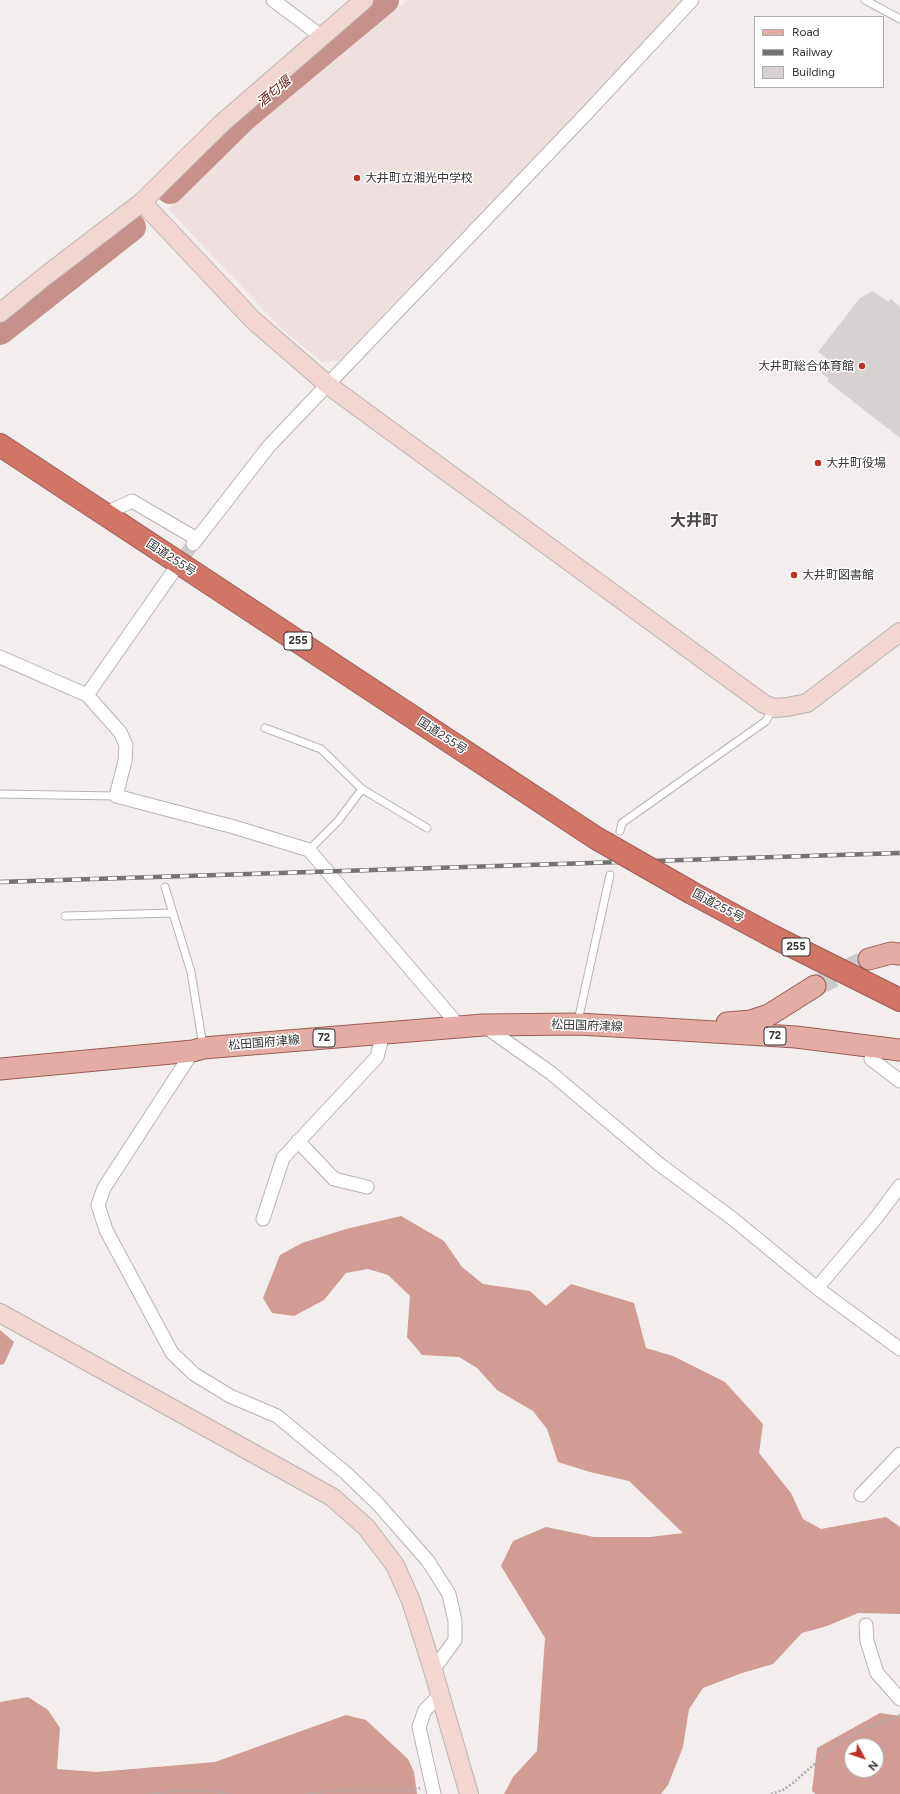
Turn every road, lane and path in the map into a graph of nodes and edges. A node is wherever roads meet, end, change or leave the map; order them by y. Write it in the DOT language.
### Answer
graph roads {
  1 [pos="273,0"];
  2 [pos="364,0"];
  3 [pos="692,0"];
  4 [pos="865,0"];
  5 [pos="900,19"];
  6 [pos="321,36"];
  7 [pos="142,202"];
  8 [pos="0,313"];
  9 [pos="328,385"];
  10 [pos="0,445"];
  11 [pos="104,514"];
  12 [pos="173,572"];
  13 [pos="900,632"];
  14 [pos="0,657"];
  15 [pos="87,695"];
  16 [pos="774,708"];
  17 [pos="265,728"];
  18 [pos="362,789"];
  19 [pos="0,794"];
  20 [pos="116,796"];
  21 [pos="427,828"];
  22 [pos="620,831"];
  23 [pos="309,850"];
  24 [pos="610,875"];
  25 [pos="165,887"];
  26 [pos="173,913"];
  27 [pos="65,916"];
  28 [pos="900,954"];
  29 [pos="869,959"];
  30 [pos="815,986"];
  31 [pos="900,1000"];
  32 [pos="578,1024"];
  33 [pos="483,1025"];
  34 [pos="459,1026"];
  35 [pos="649,1028"];
  36 [pos="383,1033"];
  37 [pos="198,1050"];
  38 [pos="900,1050"];
  39 [pos="871,1059"];
  40 [pos="0,1069"];
  41 [pos="900,1081"];
  42 [pos="298,1141"];
  43 [pos="900,1186"];
  44 [pos="367,1187"];
  45 [pos="264,1219"];
  46 [pos="817,1288"];
  47 [pos="0,1313"];
  48 [pos="900,1349"];
  49 [pos="900,1454"];
  50 [pos="861,1495"];
  51 [pos="866,1625"];
  52 [pos="433,1670"];
  53 [pos="440,1695"];
  54 [pos="900,1699"];
  55 [pos="900,1714"];
  56 [pos="432,1788"];
  57 [pos="150,1794"];
  58 [pos="230,1794"];
  59 [pos="307,1794"];
  60 [pos="469,1794"];
  61 [pos="771,1794"];
  1 -- 6 [label="street"];
  2 -- 6 [label="street"];
  3 -- 9 [label="street"];
  4 -- 5 [label="lane"];
  6 -- 7 [label="street"];
  7 -- 8 [label="street"];
  7 -- 9 [label="street"];
  9 -- 11 [label="street"];
  9 -- 16 [label="street"];
  10 -- 11 [label="highway, 国道255号 / 255"];
  11 -- 31 [label="highway, 国道255号 / 255, bridge"];
  12 -- 15 [label="street"];
  13 -- 16 [label="street"];
  14 -- 15 [label="street"];
  15 -- 20 [label="street"];
  16 -- 22 [label="lane"];
  17 -- 18 [label="lane"];
  18 -- 21 [label="lane"];
  18 -- 23 [label="lane"];
  19 -- 20 [label="lane"];
  20 -- 23 [label="street"];
  23 -- 34 [label="street"];
  24 -- 32 [label="lane"];
  25 -- 26 [label="lane"];
  26 -- 27 [label="lane"];
  26 -- 37 [label="lane"];
  28 -- 29 [label="main road"];
  30 -- 35 [label="main road, 松田国府津線 / 72"];
  32 -- 33 [label="main road, 松田国府津線 / 72"];
  32 -- 35 [label="main road, 松田国府津線 / 72"];
  33 -- 34 [label="main road, 松田国府津線 / 72"];
  33 -- 46 [label="street"];
  34 -- 36 [label="main road, 松田国府津線 / 72"];
  35 -- 38 [label="main road, 松田国府津線 / 72"];
  36 -- 37 [label="main road, 松田国府津線 / 72"];
  36 -- 42 [label="street"];
  37 -- 40 [label="main road, 松田国府津線 / 72"];
  37 -- 52 [label="street"];
  39 -- 41 [label="street"];
  42 -- 44 [label="street"];
  42 -- 45 [label="street"];
  43 -- 46 [label="street"];
  46 -- 48 [label="street"];
  47 -- 52 [label="street"];
  49 -- 50 [label="street"];
  51 -- 54 [label="street"];
  52 -- 53 [label="street"];
  53 -- 56 [label="street"];
  53 -- 60 [label="street"];
  55 -- 61 [label="path"];
  56 -- 59 [label="path"];
  57 -- 58 [label="path"];
}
::::::::::
Copy task for the entries above: every line with the string "main".

  28 -- 29 [label="main road"];
  30 -- 35 [label="main road, 松田国府津線 / 72"];
  32 -- 33 [label="main road, 松田国府津線 / 72"];
  32 -- 35 [label="main road, 松田国府津線 / 72"];
  33 -- 34 [label="main road, 松田国府津線 / 72"];
  34 -- 36 [label="main road, 松田国府津線 / 72"];
  35 -- 38 [label="main road, 松田国府津線 / 72"];
  36 -- 37 [label="main road, 松田国府津線 / 72"];
  37 -- 40 [label="main road, 松田国府津線 / 72"];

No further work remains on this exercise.